Time has come for India to look at the next generation of capital market reforms that would particularly focus on shaping the country’s future debt market, Anantha Nageswaran, Chief Economic Advisor to the Finance Ministry, said on Friday.

“Capital market reforms have been one of most successful interventions of the government in the last three decades. We are at a point where we need to repeat this. So capital market reforms 2.0 has to be thought of and what kind of debt market is needed. This has to spring from a bottoms-up exercise, figuring the investment needs,” Nageswaran said at a plenary session on ‘financing future growth’ at the CII Annual Business Summit 2024 in the capital.

This bottoms-up exercise would require a holistic and comprehensive understanding of investment needs and how it would be met through a combination of equity and debt, he said.

“Debt has to come from banks and capital markets. There is need to figure out what is the appropriate debt to equity ratio that this country can look at sustainably on an economy wide basis. How much of equity is needed in the banking system and can the existing banking system provide for it. How much of more banks that need to be added. Are we adding them at the right pace? What is the kind of banking capital needed to fund that debt. What is the portion of debt that capital market can finance, and do we have instruments and market depth to do so? These are the exercises that we need to do,” he said.

Inclusion in Bond index

Nageswaran highlighted India’s upcoming inclusion in J P Morgan EM bond Index (June 2024) and Bloomberg bond index (January 2025) would lead to both inflows of patient money and somewhat not so patient monies. 

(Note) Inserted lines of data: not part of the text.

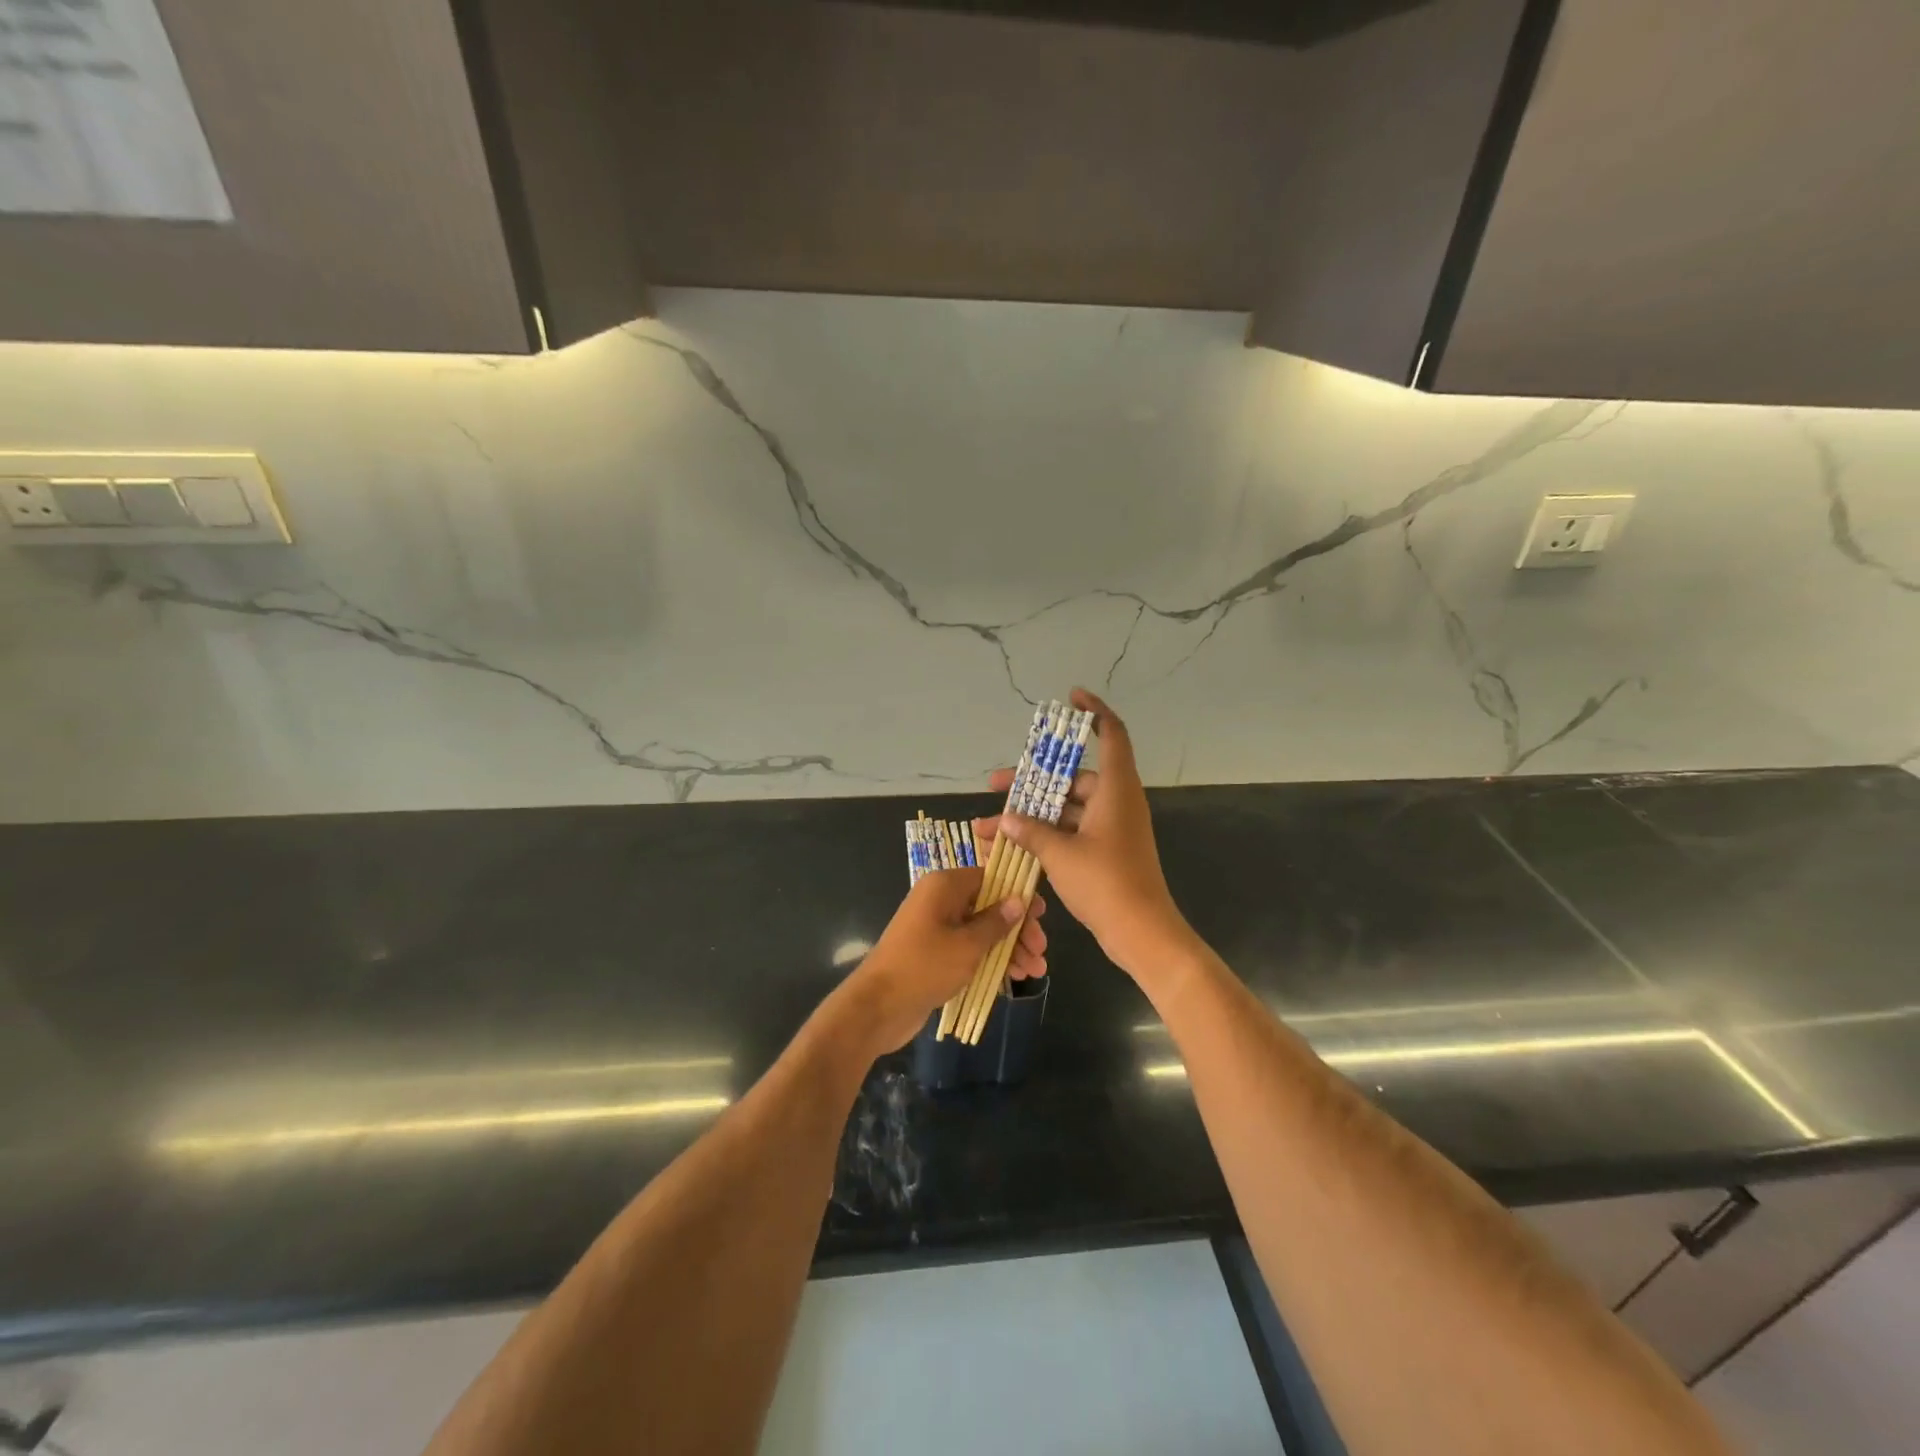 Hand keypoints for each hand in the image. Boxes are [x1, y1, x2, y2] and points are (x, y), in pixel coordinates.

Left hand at [843, 867, 1045, 1053]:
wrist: (877, 1006)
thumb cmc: (924, 966)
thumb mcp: (967, 945)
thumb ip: (996, 922)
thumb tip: (1018, 900)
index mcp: (945, 886)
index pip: (990, 877)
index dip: (1017, 894)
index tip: (1041, 914)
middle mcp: (940, 900)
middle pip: (989, 905)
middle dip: (1017, 928)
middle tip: (1041, 951)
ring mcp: (936, 927)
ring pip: (982, 930)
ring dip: (1009, 948)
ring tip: (1036, 971)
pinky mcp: (935, 953)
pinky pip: (970, 948)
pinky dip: (991, 959)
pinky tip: (1015, 976)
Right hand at [993, 688, 1191, 976]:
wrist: (1141, 932)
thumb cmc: (1105, 882)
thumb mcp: (1060, 854)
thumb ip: (1030, 831)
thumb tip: (1007, 819)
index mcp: (1115, 788)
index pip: (1111, 734)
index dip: (1094, 711)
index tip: (1071, 697)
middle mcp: (1116, 801)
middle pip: (1073, 777)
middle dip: (1033, 780)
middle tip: (997, 783)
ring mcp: (1112, 827)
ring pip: (1068, 808)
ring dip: (1034, 813)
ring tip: (993, 823)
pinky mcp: (1107, 850)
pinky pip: (1073, 830)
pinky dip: (1047, 833)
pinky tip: (1014, 844) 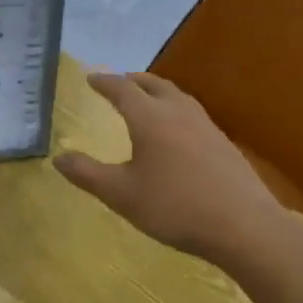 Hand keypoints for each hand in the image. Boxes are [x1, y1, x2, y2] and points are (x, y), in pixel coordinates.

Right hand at [54, 71, 288, 267]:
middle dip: (133, 81)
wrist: (244, 225)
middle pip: (153, 85)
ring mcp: (206, 126)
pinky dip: (175, 108)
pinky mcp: (224, 143)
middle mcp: (178, 113)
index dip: (104, 82)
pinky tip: (177, 129)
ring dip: (157, 91)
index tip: (90, 78)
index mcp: (150, 118)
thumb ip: (87, 174)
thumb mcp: (122, 195)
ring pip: (177, 96)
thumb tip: (58, 157)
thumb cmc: (175, 207)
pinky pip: (192, 112)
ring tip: (146, 99)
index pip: (122, 89)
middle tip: (118, 82) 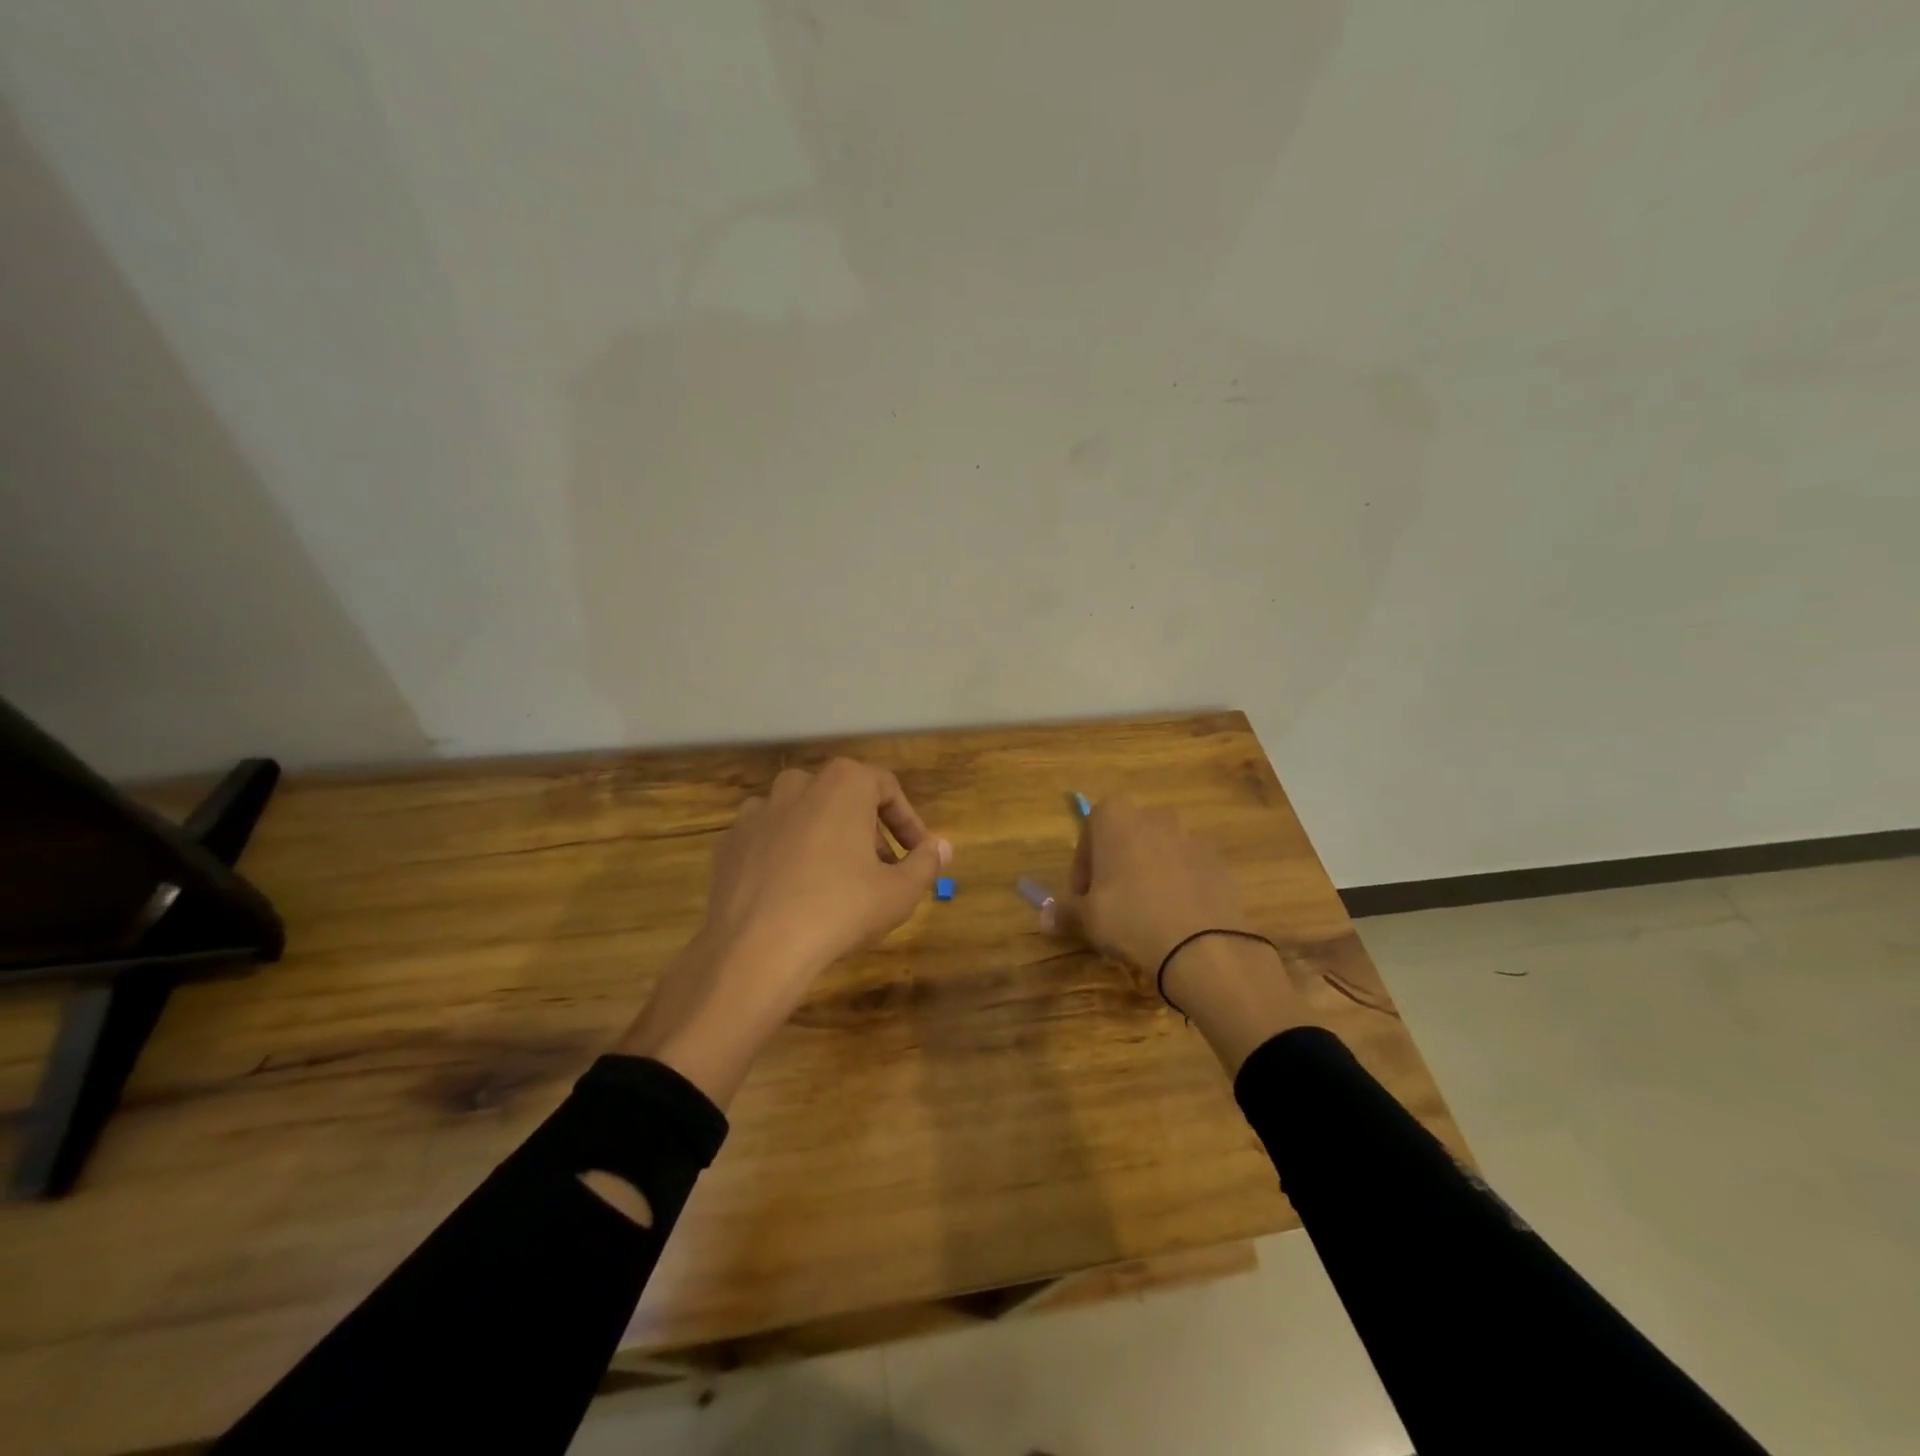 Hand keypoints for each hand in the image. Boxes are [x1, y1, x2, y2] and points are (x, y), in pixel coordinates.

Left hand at [619, 759, 949, 1105]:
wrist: (757, 947)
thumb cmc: (841, 909)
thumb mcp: (900, 892)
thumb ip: (926, 863)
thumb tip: (943, 847)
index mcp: (844, 783)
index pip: (887, 788)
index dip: (908, 822)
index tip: (918, 853)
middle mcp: (799, 784)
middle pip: (844, 799)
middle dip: (867, 831)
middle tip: (882, 871)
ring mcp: (759, 811)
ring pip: (805, 816)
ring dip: (826, 839)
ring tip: (838, 881)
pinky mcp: (731, 841)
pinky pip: (770, 840)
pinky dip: (788, 856)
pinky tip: (796, 892)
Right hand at [1046, 799, 1320, 1073]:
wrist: (1203, 944)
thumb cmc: (1130, 918)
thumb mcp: (1087, 918)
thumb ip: (1064, 911)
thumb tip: (1045, 916)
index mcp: (1116, 817)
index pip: (1089, 832)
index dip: (1083, 866)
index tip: (1083, 897)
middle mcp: (1153, 816)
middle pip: (1125, 838)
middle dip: (1116, 865)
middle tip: (1111, 904)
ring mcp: (1190, 835)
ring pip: (1158, 851)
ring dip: (1148, 873)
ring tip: (1145, 913)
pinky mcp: (1217, 859)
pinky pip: (1188, 867)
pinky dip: (1178, 884)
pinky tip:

“The government and the regulators have rather the unenviable task of managing both — stability aspect and financing for growth aspect. When Market participants evaluate actions of government and regulators, they need to also bear in mind that the challenges before both these entities are two-fold and are very delicate.

Sometimes it is important given our marathon we are running with respect to development that we give as much importance to stability as growth dimensions of the financial markets,” Nageswaran said.

Veteran banker Uday Kotak, who was former MD & CEO of Kotak Mahindra Bank, said that India today has a market capitalisation to GDP ratio of 1.2 to 1.3. “This is a far cry from what it can be. If India has to finance its future, capital markets will be an enormous engine for financing India’s future,” Kotak said.

“India is in a unique position that after  the US, we have an opportunity to use capital market intermediation to build the financing  of India’s future”.

Noting that debt is major part of capital markets, Kotak said there is need to make raising of debt far easier in India. “I feel the gap in taxation between debt and equity is wide,” he said.

Zero accident policy

He also said that a ‘zero accident policy’ is risky approach for India’s high growth aspirations and a ‘minimal accident policy’ approach would serve its growth interests better.

For India to finance growth and be truly competitive, one of the main engines for it would be continued sustenance of capital markets, he added.